Shawn O. Pearce wrote:
Some workflows encourage users to create loose objects in their local repository and then upload them to a central location by way of git-push. During the git-push operation the end-user is expecting network latency to be the dominating factor and we are also very likely to be packing mostly loose objects for transport as the user is likely to be pushing their recent work, which is typically stored only in loose objects. By saving the packfile we are transferring over the network to a local file we can remove the corresponding loose objects from the objects directory and immediately benefit from the packing work that was done to perform the network transport. This is a form of `git gc --auto` that happens automatically anytime the user performs a push.

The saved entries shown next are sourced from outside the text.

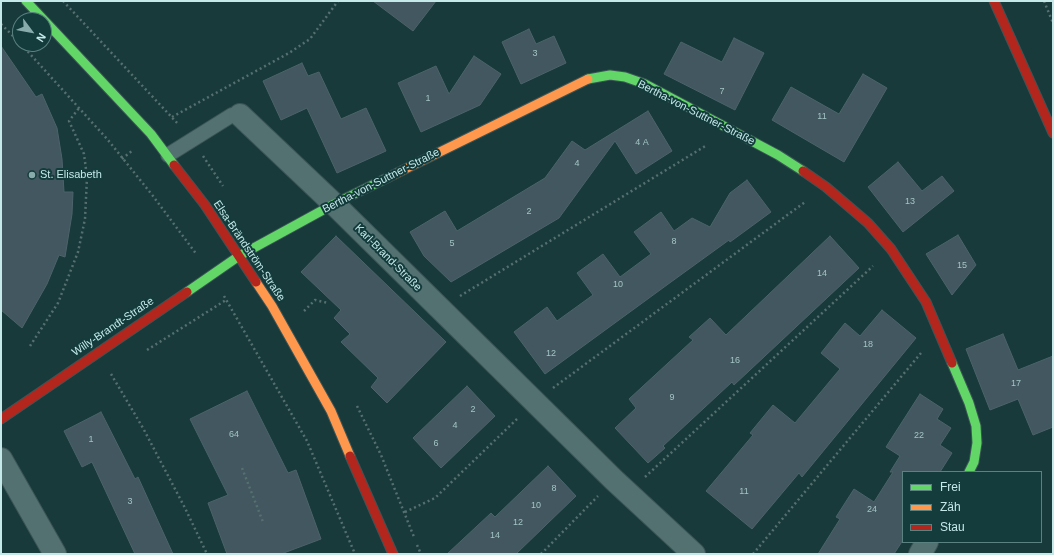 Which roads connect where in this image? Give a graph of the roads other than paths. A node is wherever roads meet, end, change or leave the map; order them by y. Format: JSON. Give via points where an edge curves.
{"nodes":[{"id":1,"x":26,"y":1,"type":"edge"},
{"id":2,"x":994,"y":1,"type":"edge"},
{"id":3,"x":240,"y":115,"type":"joint"},
{"id":4,"x":1053,"y":133,"type":"edge"},
{"id":5,"x":168,"y":155,"type":"junction"},
{"id":6,"x":334,"y":204,"type":"junction"},
{"id":7,"x":239,"y":256,"type":"junction"},
{"id":8,"x":1,"y":419,"type":"edge"},
{"id":9,"x":1,"y":459,"type":"edge"},
{"id":10,"x":970,"y":471,"type":"edge"},
{"id":11,"x":926,"y":543,"type":"edge"},
{"id":12,"x":55,"y":554,"type":"edge"},
{"id":13,"x":393,"y":554,"type":"edge"},
{"id":14,"x":694,"y":554,"type":"edge"},
{"id":15,"x":920,"y":554,"type":"edge"}],
"edges":[{"from":1,"to":5,"type":"street","name":"Elsa-Brändström-Straße"},
{"from":2,"to":4,"type":"street"},
{"from":3,"to":5,"type":"lane","via":[[232,115]]},
{"from":3,"to":6,"type":"street","name":"Karl-Brand-Straße"},
{"from":5,"to":7,"type":"street","name":"Elsa-Brändström-Straße"},
{"from":6,"to":7,"type":"street","name":"Bertha-von-Suttner-Straße"},
{"from":6,"to":10,"type":"street","name":"Bertha-von-Suttner-Straße","via":[[590,78],[610,75],[645,84],[778,155],[826,187],[868,223],[891,249],[926,302],[969,403],[976,426],[977,443],[974,462]]},
{"from":6,"to":14,"type":"street","name":"Karl-Brand-Straße","via":[[621,487]]},
{"from":7,"to":8,"type":"street","name":"Willy-Brandt-Straße"},
{"from":7,"to":13,"type":"street","name":"Elsa-Brändström-Straße","via":[[272,306],[331,410]]},
{"from":9,"to":12,"type":"street"},
{"from":11,"to":15,"type":"street"}]} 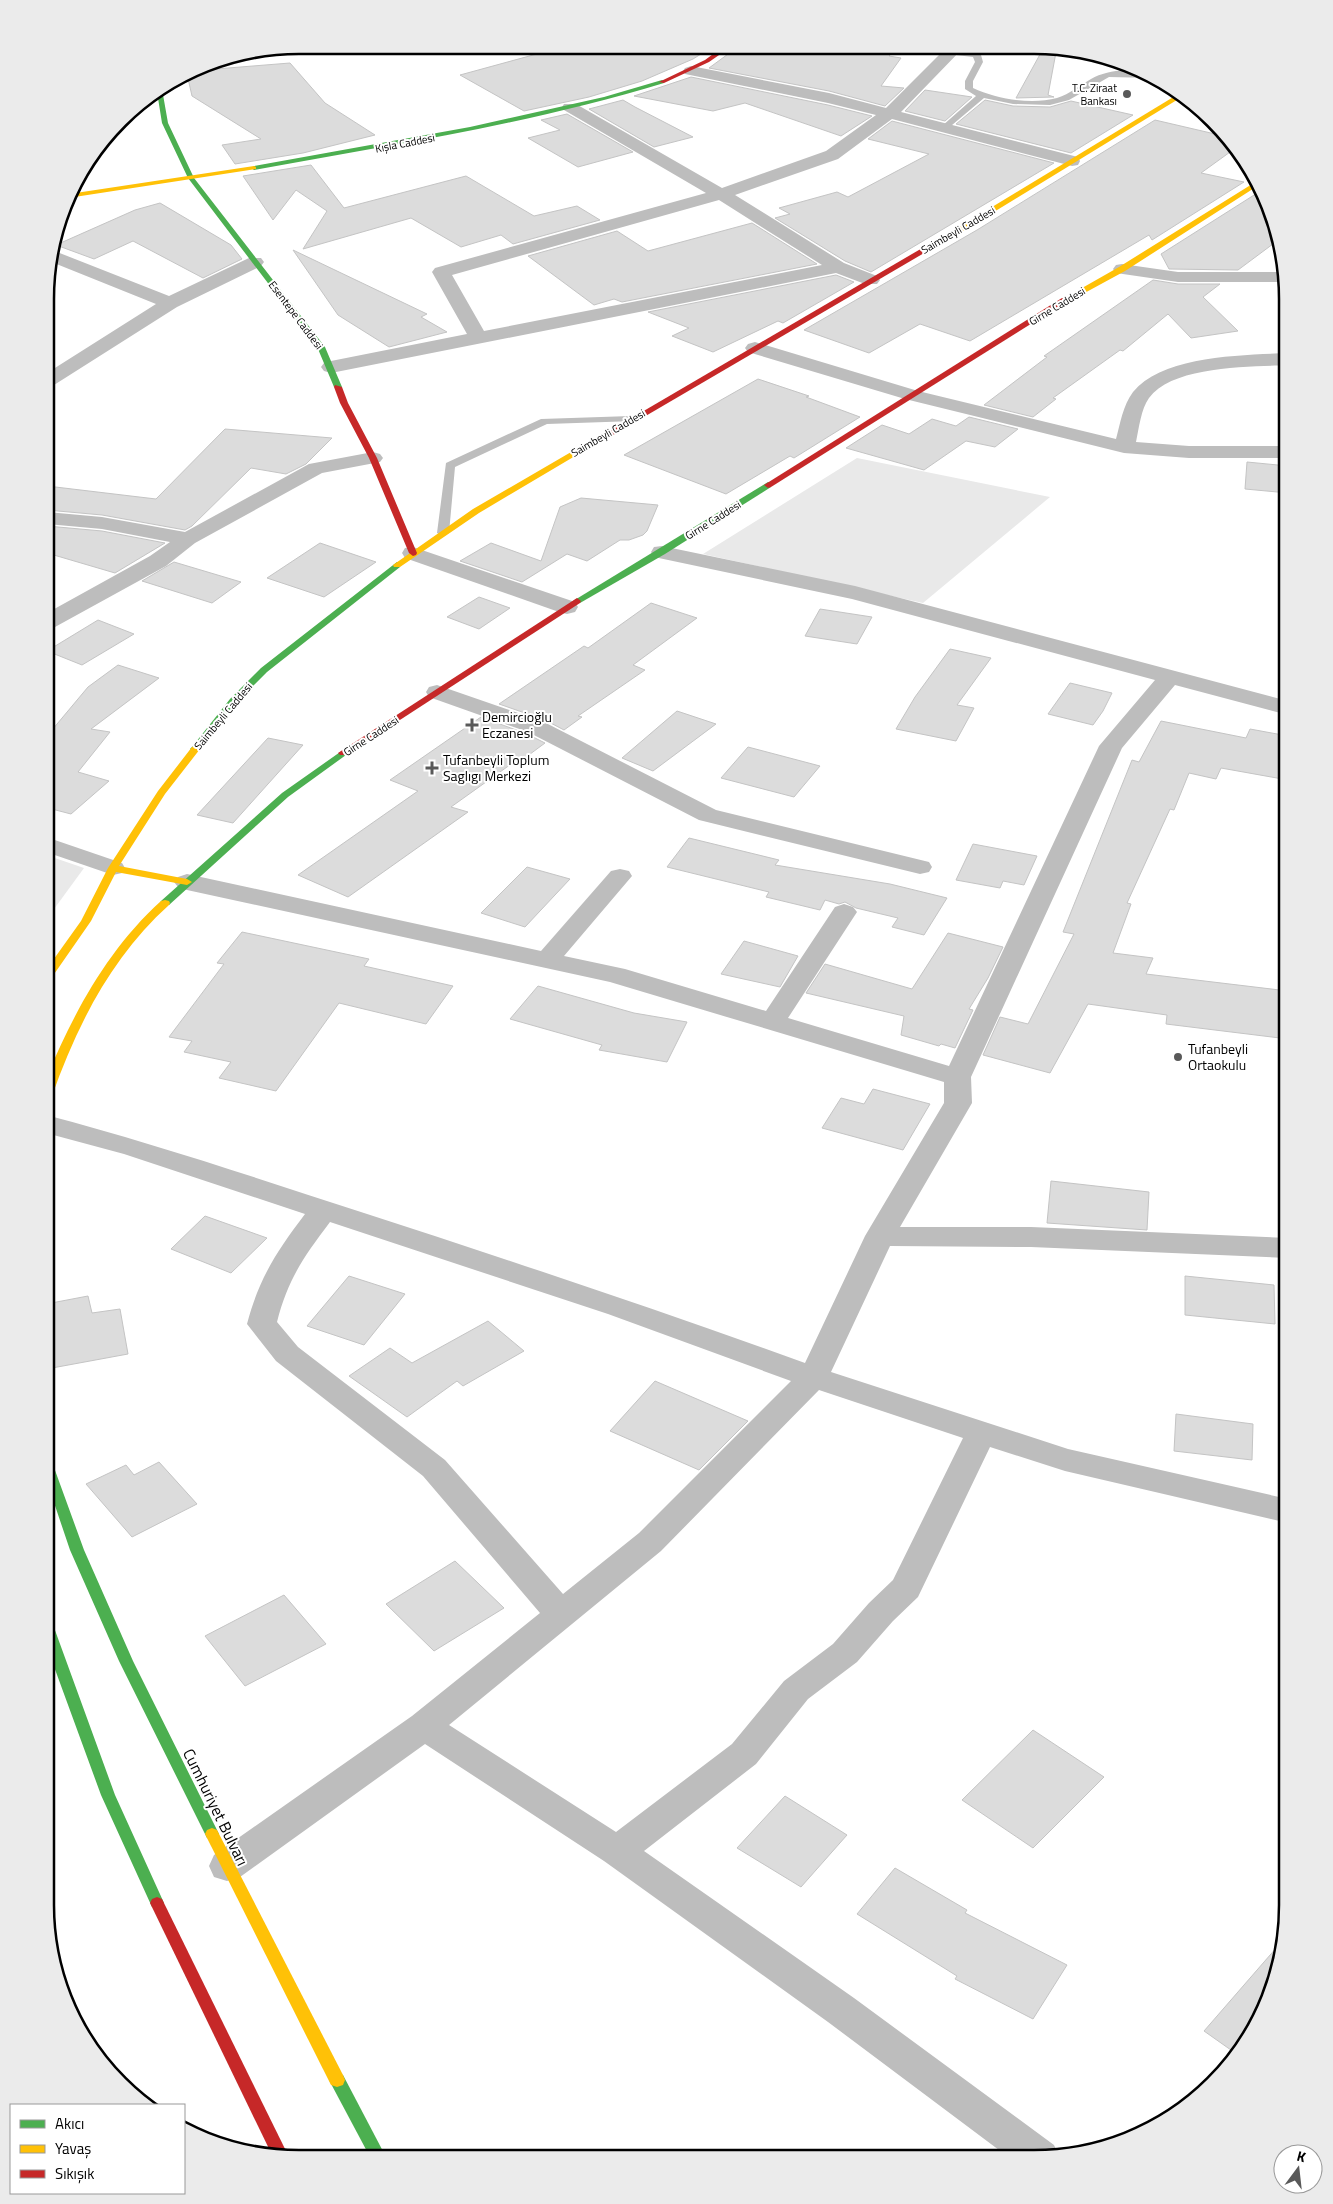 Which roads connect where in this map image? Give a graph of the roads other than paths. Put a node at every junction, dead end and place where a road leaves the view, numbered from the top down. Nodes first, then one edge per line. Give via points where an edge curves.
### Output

I'm sure this *could* be a good idea, but in my typical workflow I push about twice a day, and usually not more than 5-8 commits at a time. Since I'm a great believer in isolated changes, this usually contains changes to one or two files at a time. Is it worth the trouble saving 15-25 loose objects, creating two new packfiles / day? Otoh, I also rebase every once in a while, moving 50+ commits to some other branch, and then it would most definitely be worth it.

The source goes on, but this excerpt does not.